24-05-2004

Europark, Salisburgo

Massimiliano Fuksas,

Negozi, SPA, Centri Commerciali,

Messen,

Ort: Europastrasse 1, A - 5020 Salzburg, Österreich
Auftraggeber Takenaka Europe, Düsseldorf - privater Auftraggeber

Planer: Massimiliano Fuksas
Baustellenleiter: Concetta Schepis, Dietmar Haupt
Assistenten: J. Machado, R. Lanning, B. Kaiser, F. Tranfa, J. Woelk, P. Anania, J. Kirimoto, J. Sato, G. Di Gregorio, S. Delisi, A. Viola, E. Fuksas
Arbeitsleitung: Ralph Boch, Suzanne Gruner
Ingenieurbüro: Vasko & Partners
Firma SPAR Warenhandels AG, A-Salzburg

Projektdatum: 1994 - 1997
Baubeginn: Januar 1994
Beendigung: September 1997
Bebaute Fläche: 120.000 m²
Materialien: Fassaden mit doppelter serigraphierter "Haut" und Oberlichtern Focchi SpA
Derzeitiger Bestimmungszweck: Einkaufszentrum mit: 80 Geschäften, Tiefgarage mit 1.200 Plätzen, Dachgarage mit 600 Plätzen



Europark, Salisburgo Das Dach ist eine große Welle aus leichtem und transparentem Gitter, 140 Meter breit und 320 Meter lang, das entlang der gesamten Fassade verläuft. Die Welle aus Metallgitter ist das herausragende architektonische Motiv dieses Projekts. Diese beeindruckende Anspielung auf ein Meereselement, das es in Österreich nicht gibt, das markante Dach, überdeckt die Autostellplätze und ist ein Anziehungspunkt in großem Stil.

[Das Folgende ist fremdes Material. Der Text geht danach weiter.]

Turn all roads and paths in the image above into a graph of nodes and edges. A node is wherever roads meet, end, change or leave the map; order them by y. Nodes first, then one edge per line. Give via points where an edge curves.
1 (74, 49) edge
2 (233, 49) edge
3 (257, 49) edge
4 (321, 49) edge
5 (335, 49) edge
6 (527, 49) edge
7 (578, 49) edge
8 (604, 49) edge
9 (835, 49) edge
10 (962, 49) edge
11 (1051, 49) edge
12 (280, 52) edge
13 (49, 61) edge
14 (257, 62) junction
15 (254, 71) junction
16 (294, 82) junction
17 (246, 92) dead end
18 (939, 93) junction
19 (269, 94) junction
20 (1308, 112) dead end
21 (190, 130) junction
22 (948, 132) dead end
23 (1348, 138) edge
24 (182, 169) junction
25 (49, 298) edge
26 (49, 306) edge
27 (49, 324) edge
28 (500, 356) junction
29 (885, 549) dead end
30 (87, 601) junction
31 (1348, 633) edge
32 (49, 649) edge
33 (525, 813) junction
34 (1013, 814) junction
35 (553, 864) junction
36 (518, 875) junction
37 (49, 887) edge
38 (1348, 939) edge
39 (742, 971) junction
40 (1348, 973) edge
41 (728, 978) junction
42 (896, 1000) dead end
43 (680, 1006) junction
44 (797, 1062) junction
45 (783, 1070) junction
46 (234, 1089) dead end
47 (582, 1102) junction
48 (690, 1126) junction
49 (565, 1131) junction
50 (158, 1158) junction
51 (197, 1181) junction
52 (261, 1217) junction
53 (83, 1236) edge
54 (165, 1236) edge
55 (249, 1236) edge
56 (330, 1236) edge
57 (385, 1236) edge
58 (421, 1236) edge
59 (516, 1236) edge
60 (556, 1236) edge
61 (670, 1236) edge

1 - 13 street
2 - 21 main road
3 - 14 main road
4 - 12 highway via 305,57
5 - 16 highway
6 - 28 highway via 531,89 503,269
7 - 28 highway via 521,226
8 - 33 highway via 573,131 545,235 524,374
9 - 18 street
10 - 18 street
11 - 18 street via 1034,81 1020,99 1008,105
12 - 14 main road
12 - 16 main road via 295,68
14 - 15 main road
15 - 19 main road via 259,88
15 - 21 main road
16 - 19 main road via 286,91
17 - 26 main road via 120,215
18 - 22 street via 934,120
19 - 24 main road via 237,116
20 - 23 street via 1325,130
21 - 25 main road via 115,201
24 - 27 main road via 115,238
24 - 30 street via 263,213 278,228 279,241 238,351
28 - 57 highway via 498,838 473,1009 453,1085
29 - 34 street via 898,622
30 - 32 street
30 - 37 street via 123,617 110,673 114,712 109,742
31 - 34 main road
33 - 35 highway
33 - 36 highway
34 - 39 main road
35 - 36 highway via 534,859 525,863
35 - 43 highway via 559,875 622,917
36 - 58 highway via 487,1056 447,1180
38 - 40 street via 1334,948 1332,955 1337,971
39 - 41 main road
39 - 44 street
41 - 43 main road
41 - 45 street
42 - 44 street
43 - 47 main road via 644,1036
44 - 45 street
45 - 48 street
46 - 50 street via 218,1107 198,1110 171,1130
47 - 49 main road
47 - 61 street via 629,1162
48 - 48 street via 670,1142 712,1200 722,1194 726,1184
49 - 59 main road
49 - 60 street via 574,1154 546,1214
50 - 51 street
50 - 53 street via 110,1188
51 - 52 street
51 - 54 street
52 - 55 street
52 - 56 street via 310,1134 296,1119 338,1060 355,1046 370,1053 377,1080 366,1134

Die Kontinuität des Elements stellt sich der dynamischen und spannungsgeladenen Anordnung der darunter liegenden Volumen gegenüber, die von der Kraft der internen "Leerräume" bestimmt werden, die den Verkaufstätigkeiten vorbehalten sind.
Auf der Südseite der Fläche, die bepflanzt ist, beweist ein kompliziertes Spiel der Spiegelungen zwischen der großen Wand aus serigraphiertem Glas des Einkaufszentrums und dem von Wegen durchschnittenen Wasserbecken, die besondere Aufmerksamkeit, die der Architekt der Behandlung des "Lichts" und dem Einsatz der "Transparenzen" widmet.
Massimilano Fuksas hat die Verbindung zwischen den architektonischen Formen und den Meereswellen, diesem der österreichischen Nation fremden Element, erläutert mit der Inspiration, die der Film Point Break von Katherin Bigelow bei ihm ausgelöst hat - dort stellt die Leidenschaft für das Surfen in Wirklichkeit die Leidenschaft eines Mannes für die Freiheit dar, eines Menschen, der, indem er versucht, die großen Wellen des Ozeans zu dominieren, versucht, um jeden Preis die Natur zu beherrschen.